James adds to this and maintains that honesty, ethics, trust and building of good relationships should be the hallmark of all your work.
Self belief – The greatest challenge for a start up is finance and with almost all start ups failing within a year or two, the ability to continue working relentlessly and to believe that your goals and vision can be attained is crucial.
Develop and help others – Share your success with those around you and encourage them. James’ take on this is to an employer and investor and an exemplary employee. For example, his engineering company provides technical apprenticeships for 420 young people who are being trained to assume roles in local companies like Nestle.
Network – Closely allied to helping others is networking. The use of social media enables entrepreneurs to offer their services globally and enables them to learn from the successes of others. Perhaps the greatest medium for advice, sharing of problems encountered in your start up, building of partnerships, gaining insights on the challenges and how to meet them, is your network. In addition, never underestimate the power and connection of face to face networks, some of which lead to relationships that enrich your life for decades. Ephraim Marobela maintains: “….it is necessary to collaborate, partner, join forces, and compliment other entrepreneurs…”
Branding and marketing – There are thousands of entrepreneurs offering their services and products and for yours to stand out it must be clearly branded and strategically marketed. Remember that your company name, logo, vision statement, values, ethical practices, niche, product, speak for you before you utter a single word.
Turn a challenge into a solution – You are an entrepreneur. You pave the way. When James Mbongwe encountered a scarcity of qualified technical people, he did something about it. He opened up an engineering company that trains and provides apprenticeships for students, secured funding for them from the government and then assists them in finding jobs in local companies. He claims that his greatest satisfaction is gained from the fact that otherwise disenfranchised youth now turn their technical passion and skills into employment and further economic development, not just for their companies but their country as well.

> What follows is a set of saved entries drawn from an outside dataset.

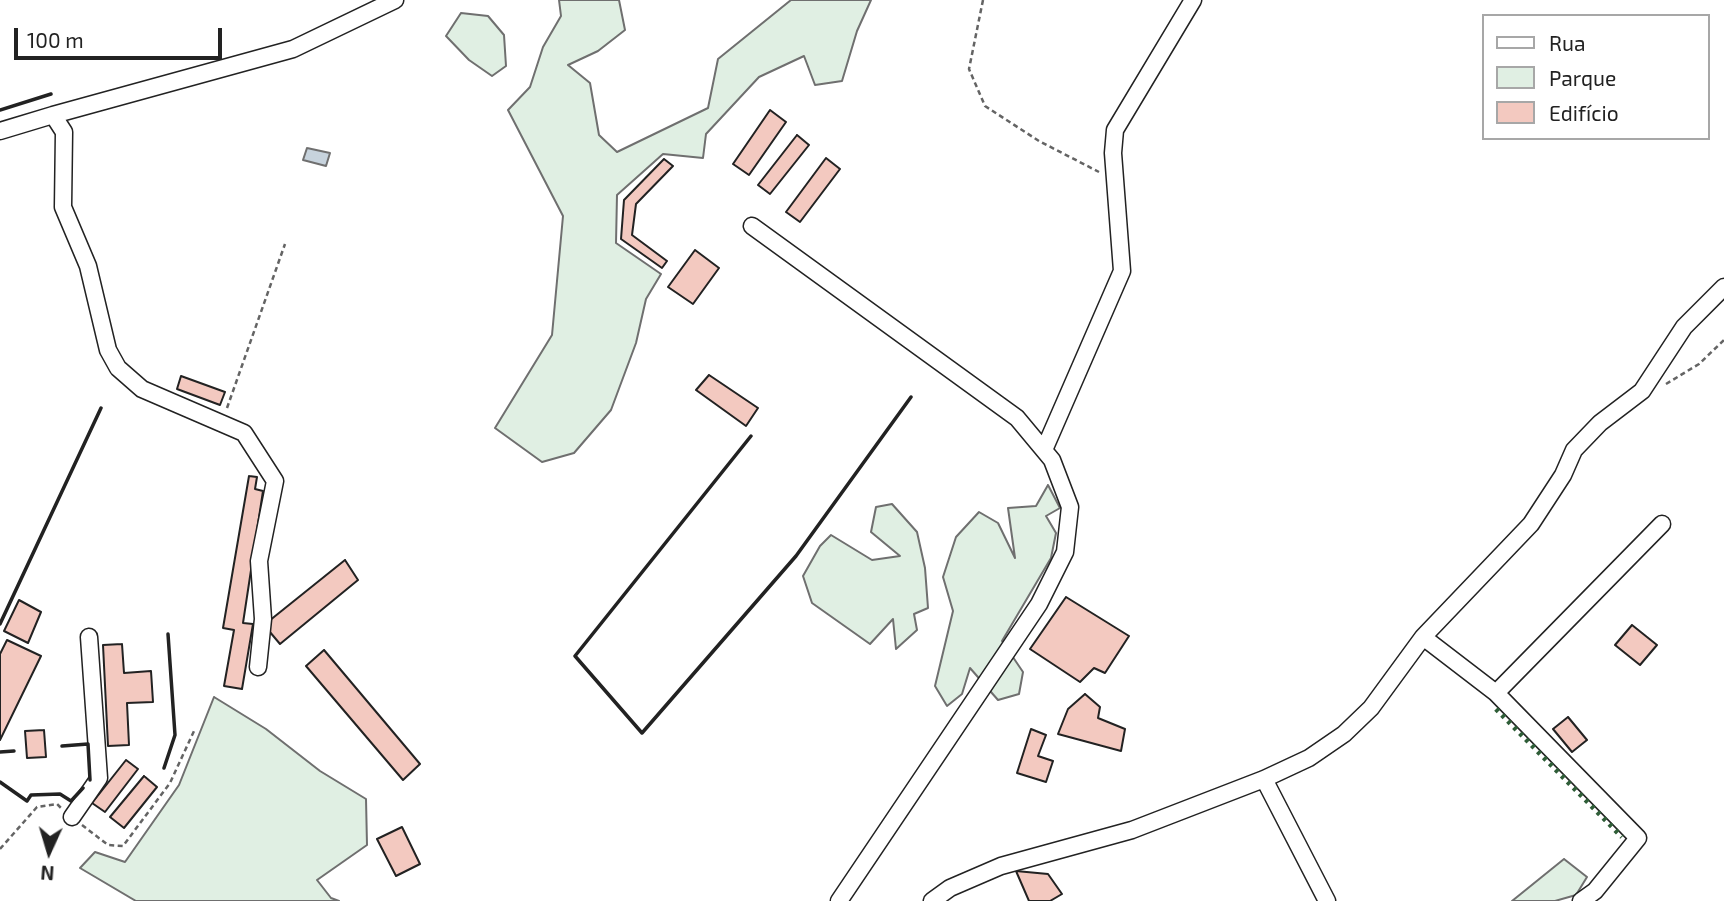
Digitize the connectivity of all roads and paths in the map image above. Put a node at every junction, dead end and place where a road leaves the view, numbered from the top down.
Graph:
1 (395, 0) edge
2 (983, 0) edge
3 (1193, 0) edge
4 (53, 115) junction
5 (0, 131) edge
6 (1115, 181) junction
7 (752, 226) dead end
8 (285, 244) dead end
9 (1724, 287) edge
10 (223, 421) junction
11 (1044, 450) junction
12 (1662, 524) dead end
13 (89, 637) dead end
14 (1423, 637) junction
15 (258, 667) dead end
16 (1496, 693) junction
17 (194, 731) dead end
18 (1264, 779) junction
19 (72, 817) junction
20 (0, 849) edge
21 (839, 901) edge
22 (932, 901) edge
23 (1327, 901) edge
24 (1581, 901) edge

1 - 4 street
2 - 6 path
3 - 6 street
4 - 5 street
4 - 10 street
6 - 11 street
7 - 11 street
8 - 10 path
9 - 14 street
10 - 15 street
11 - 21 street
12 - 16 street
13 - 19 street
14 - 16 street
14 - 18 street
16 - 24 street
17 - 19 path
18 - 22 street
18 - 23 street
19 - 20 path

Hire a coach – You already know that developing a start up is exhilarating and a minefield of challenges. Having a coach to talk to is essential. It enables you to find the answers within yourself; (you are an entrepreneur after all!), you find time for yourself and your development; it is a safe space to review your practices; it propels you to the attainment of your goals and Imbues you with the confidence and resilience to continue replenishing that sense of awe and purpose that fuelled your start up in the first place.
Do you have guiding principles that helped you in your start up? I would be interested in learning more about the challenges and successes you encounter in your start up.